--- Data for review Enclosed Below ---
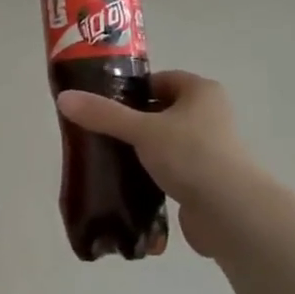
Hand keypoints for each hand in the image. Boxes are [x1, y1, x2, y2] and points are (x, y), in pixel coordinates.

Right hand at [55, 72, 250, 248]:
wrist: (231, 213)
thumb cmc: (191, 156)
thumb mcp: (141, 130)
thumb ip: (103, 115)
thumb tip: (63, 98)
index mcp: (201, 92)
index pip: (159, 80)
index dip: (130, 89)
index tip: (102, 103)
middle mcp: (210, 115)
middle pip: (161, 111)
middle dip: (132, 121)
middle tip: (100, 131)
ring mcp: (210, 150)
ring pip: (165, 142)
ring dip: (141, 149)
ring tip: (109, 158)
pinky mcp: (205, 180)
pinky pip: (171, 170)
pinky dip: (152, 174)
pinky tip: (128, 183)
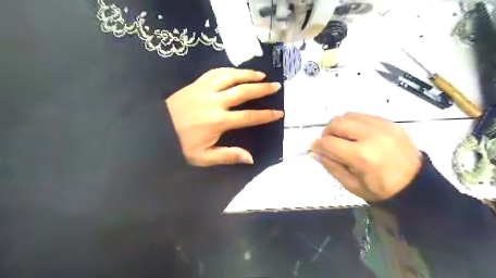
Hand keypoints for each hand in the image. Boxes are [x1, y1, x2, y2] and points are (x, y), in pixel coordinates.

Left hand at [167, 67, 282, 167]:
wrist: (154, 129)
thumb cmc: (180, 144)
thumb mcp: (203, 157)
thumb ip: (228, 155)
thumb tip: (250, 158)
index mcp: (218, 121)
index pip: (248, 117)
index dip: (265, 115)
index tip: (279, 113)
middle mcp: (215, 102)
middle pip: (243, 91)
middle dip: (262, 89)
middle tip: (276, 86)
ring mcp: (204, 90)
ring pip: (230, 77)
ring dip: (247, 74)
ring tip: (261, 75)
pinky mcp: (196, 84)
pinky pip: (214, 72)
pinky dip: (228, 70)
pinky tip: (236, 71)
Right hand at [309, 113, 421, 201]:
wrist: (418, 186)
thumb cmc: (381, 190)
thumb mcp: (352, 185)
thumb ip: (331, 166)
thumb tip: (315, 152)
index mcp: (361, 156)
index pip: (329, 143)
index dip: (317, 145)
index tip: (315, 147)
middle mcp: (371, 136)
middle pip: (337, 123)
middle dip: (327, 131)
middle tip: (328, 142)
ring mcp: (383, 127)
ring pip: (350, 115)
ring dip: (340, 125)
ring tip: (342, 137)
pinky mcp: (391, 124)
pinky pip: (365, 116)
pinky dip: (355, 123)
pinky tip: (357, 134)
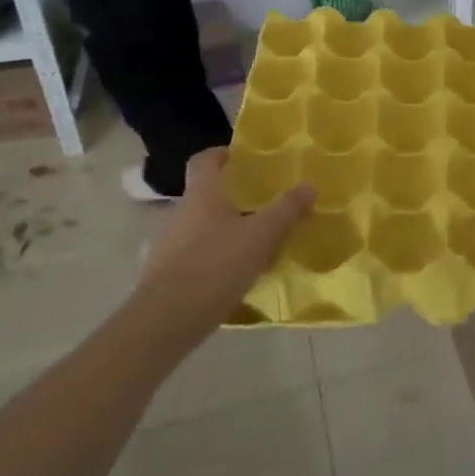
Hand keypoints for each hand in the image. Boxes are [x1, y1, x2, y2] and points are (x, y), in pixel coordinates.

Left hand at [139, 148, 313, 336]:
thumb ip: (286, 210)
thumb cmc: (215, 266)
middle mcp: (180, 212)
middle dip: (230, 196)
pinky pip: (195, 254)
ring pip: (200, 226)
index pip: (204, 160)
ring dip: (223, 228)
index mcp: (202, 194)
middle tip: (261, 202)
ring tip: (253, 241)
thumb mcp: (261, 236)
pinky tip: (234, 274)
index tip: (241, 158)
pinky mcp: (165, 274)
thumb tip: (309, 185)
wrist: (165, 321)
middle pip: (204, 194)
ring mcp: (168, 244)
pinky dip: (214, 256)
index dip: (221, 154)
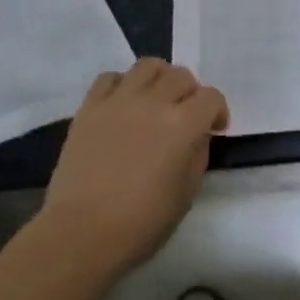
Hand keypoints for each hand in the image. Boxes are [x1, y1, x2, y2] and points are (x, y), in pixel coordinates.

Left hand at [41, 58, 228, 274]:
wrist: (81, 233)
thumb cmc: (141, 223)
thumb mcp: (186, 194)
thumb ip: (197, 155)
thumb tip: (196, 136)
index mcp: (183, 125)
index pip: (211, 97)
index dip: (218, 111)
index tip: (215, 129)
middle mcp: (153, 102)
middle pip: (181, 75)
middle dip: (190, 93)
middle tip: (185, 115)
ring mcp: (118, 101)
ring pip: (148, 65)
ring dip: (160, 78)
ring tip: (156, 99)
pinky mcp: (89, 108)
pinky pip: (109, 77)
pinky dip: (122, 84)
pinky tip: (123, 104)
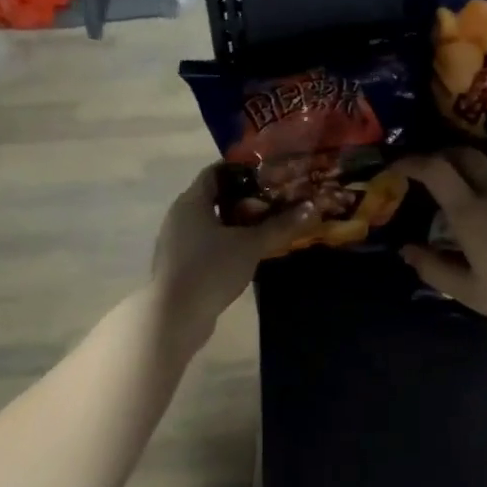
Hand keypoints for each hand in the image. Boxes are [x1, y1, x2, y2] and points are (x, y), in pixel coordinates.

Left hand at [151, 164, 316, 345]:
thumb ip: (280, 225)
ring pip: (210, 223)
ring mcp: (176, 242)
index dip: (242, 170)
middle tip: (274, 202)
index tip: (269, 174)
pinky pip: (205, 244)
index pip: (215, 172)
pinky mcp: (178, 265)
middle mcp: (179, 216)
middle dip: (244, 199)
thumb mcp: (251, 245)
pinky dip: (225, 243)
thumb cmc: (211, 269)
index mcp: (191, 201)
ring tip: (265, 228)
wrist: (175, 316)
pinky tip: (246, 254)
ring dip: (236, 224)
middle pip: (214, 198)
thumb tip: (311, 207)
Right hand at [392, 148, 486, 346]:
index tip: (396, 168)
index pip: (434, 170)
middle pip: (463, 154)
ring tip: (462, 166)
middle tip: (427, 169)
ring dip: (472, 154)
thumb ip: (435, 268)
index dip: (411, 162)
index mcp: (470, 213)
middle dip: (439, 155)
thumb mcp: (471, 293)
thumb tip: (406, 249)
--- End of Enclosed Data for review ---
Task
A word-for-word copy of the entries above is needed, with every picture dropped.

Answer to this task
Hand keypoints for each hand in the image. Boxes are [x1, y1, x2, y2] and points are (x, y), in pixel coordinates.

Right hand at [55, 72, 250, 248]:
wrist: (231, 213)
thumb cmc: (191, 156)
thumb mcp: (141, 130)
thumb ip: (103, 115)
thumb tip: (63, 98)
index mcp: (201, 92)
index pip: (159, 80)
index dip: (130, 89)
index tip: (102, 103)
middle mcp: (210, 115)
middle pip: (161, 111)
middle dip: (132, 121)
middle tip: (100, 131)
ring mcp: (210, 150)
ring pip: (165, 142)
ring dip: (141, 149)
ring tip: (109, 158)
pinky mcp: (205, 180)
pinky pip: (171, 170)
pinky dip: (152, 174)
pinky tip: (128, 183)
Hand keypoints for each hand in the image. Boxes are [x1, y1, x2, y2] and points are (x, y), in pixel coordinates.

Left hand at [167, 67, 282, 167]:
wrist: (154, 129)
thumb cmc: (180, 144)
thumb mcp: (203, 157)
thumb ip: (228, 155)
thumb tip: (250, 158)
index mcp: (218, 121)
index pip: (248, 117)
index dip: (265, 115)
index tip: (279, 113)
middle mcp: (215, 102)
middle pip: (243, 91)
middle dip: (262, 89)
middle tip: (276, 86)
ring mcp: (204, 90)
ring pip: (230, 77)
ring dip: (247, 74)
ring tip: (261, 75)
pinky mcp: (196, 84)
pinky pip: (214, 72)
pinky dip: (228, 70)
pinky tip: (236, 71)
Right hand at [309, 113, 421, 201]:
wrist: (418, 186)
thumb cmc: (381, 190)
thumb mcp: (352, 185)
thumb ip: (331, 166)
thumb tip: (315, 152)
index mcp: (361, 156)
index pip: (329, 143)
index dip: (317, 145)
index tip: (315, 147)
middle mcp: (371, 136)
middle pip: (337, 123)
middle dip: (327, 131)
middle tip: (328, 142)
ring mcp: (383, 127)
ring pip: (350, 115)
ring dip: (340, 125)
ring tip: (342, 137)
pinky mcp: (391, 124)
pinky pip: (365, 116)
pinky dip: (355, 123)
pinky tip: (357, 134)
Hand keypoints for each hand in the image. Boxes are [x1, y1, x2, y2] and points are (x, y), in pixel coordinates.

Left hand at [139, 148, 313, 336]:
thumb ip: (286, 210)
thumb cmc: (215, 266)
middle mcp: (180, 212)
middle dip: (230, 196)
pinky pip: (195, 254)
ring pip: (200, 226)
index pip: (204, 160)
ring dip: (223, 228)
index mcp: (202, 194)
middle tip: (261, 202)
ring tip: (253, 241)
thumb mcp: (261, 236)
pinky tip: (234, 274)
index tip: (241, 158)
pinky mcp: (165, 274)
thumb tip: (309, 185)
wrist: (165, 321)
middle pip: (204, 194)
ring mcp: (168, 244)
pinky dip: (214, 256)
index dip: (221, 154)
Hand keypoints for each hand in the image. Boxes are [x1, y1, x2, y2] and points are (x, y), in pixel coordinates.

Left hand at [41, 58, 228, 274]:
wrist: (81, 233)
thumb cmc: (141, 223)
thumb mcp: (186, 194)
thumb ip: (197, 155)
thumb tip: (196, 136)
index mcp: (183, 125)
index pip: (211, 97)
index dip: (218, 111)
index tip: (215, 129)
middle mcp: (153, 102)
middle pip: (181, 75)
middle dip: (190, 93)
middle tip: (185, 115)
ring mcp: (118, 101)
ring pip: (148, 65)
ring dip: (160, 78)
ring tip: (156, 99)
pinky mcp: (89, 108)
pinky pip: (109, 77)
pinky dip: (122, 84)
pinky tip: (123, 104)
Hand keypoints for each hand in the image. Boxes are [x1, y1, x2, y2] and points are (x, y), in pixel coordinates.

Left hand at [151, 164, 316, 345]:
thumb ip: (280, 225)
ring pip: (210, 223)
ring mcp: (176, 242)
index dip: (242, 170)
middle tip: (274, 202)
index tip: (269, 174)
pinky pip: (205, 244)
index pip: (215, 172)
pinky mcp: (178, 265)
middle mcp: (179, 216)
middle dip: (244, 199)
thumb mcp: (251, 245)
pinky dip: (225, 243)
thumb cmc: (211, 269)
index mcp: (191, 201)
ring tip: (265, 228)
wrist: (175, 316)
pinky tip: (246, 254)
ring dip: (236, 224)
middle pip: (214, 198)
thumb tip: (311, 207)
Right hand at [392, 148, 486, 346]:
index tip: (396, 168)
index pip: (434, 170)
middle pip: (463, 154)
ring tip: (462, 166)
middle tip: (427, 169)
ring dip: (472, 154)
thumb ip: (435, 268)
index dip: (411, 162)
index mcp: (470, 213)
middle dip: (439, 155)
thumb mcp: (471, 293)
thumb tip: (406, 249)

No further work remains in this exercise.